> [TASK PROMPT]:
Only lines containing "Чеха" are wanted from the data below. Copy those lines.
=== SOURCE MATERIAL ===
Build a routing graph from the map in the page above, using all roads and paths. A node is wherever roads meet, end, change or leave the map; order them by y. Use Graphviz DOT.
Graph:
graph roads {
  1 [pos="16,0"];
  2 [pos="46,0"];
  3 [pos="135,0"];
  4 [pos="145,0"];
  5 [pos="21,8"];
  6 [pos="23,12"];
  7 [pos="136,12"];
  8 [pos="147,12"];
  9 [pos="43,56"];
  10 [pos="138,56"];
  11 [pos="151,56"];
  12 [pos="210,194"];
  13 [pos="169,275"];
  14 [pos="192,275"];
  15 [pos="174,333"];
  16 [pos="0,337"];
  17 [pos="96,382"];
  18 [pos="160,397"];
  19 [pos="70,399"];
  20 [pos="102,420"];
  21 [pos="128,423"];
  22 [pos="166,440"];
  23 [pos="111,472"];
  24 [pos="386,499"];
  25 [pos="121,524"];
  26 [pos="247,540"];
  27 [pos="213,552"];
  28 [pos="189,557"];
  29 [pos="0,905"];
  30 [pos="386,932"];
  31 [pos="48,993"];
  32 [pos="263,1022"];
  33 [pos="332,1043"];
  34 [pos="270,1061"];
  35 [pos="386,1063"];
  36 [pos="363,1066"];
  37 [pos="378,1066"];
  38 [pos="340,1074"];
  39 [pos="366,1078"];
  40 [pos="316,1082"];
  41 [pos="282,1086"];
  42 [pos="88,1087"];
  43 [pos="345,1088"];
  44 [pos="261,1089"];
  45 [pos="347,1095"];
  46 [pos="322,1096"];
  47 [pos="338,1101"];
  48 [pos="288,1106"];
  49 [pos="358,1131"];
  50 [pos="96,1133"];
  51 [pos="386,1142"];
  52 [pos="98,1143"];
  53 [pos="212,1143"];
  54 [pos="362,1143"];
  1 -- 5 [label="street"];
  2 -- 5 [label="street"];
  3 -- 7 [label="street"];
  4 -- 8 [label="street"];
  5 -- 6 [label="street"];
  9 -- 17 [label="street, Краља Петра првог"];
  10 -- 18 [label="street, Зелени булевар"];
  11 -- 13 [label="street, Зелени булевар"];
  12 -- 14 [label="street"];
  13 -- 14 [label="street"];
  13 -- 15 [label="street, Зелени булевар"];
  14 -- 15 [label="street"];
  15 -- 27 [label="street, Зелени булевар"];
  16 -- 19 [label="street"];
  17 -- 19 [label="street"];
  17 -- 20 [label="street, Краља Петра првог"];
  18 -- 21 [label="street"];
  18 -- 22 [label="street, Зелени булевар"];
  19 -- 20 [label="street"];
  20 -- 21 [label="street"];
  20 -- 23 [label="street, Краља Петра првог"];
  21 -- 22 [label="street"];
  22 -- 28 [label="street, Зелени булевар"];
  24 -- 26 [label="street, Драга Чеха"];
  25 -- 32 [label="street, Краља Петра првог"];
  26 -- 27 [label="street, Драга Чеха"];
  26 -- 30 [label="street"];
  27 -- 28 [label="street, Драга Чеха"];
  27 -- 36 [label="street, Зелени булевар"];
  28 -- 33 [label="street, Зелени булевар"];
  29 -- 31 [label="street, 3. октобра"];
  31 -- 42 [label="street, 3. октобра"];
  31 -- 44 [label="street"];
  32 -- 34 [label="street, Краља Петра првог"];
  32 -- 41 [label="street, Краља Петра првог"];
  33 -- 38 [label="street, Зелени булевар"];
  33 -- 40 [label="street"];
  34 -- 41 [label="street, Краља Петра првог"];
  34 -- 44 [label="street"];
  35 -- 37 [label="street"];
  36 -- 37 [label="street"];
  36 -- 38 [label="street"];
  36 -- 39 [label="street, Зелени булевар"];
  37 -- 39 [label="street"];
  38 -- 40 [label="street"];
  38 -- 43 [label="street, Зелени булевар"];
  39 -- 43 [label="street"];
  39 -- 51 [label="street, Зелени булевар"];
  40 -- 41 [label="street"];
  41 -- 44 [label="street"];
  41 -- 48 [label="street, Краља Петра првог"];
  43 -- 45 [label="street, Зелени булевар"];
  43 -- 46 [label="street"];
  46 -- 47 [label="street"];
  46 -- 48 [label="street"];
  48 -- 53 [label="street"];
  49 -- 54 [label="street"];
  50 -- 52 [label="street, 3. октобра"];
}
===
> [ANSWER TO THE EXERCISE]:
  24 -- 26 [label="street, Драга Чеха"];
  26 -- 27 [label="street, Драга Чеха"];
  27 -- 28 [label="street, Драга Чеха"];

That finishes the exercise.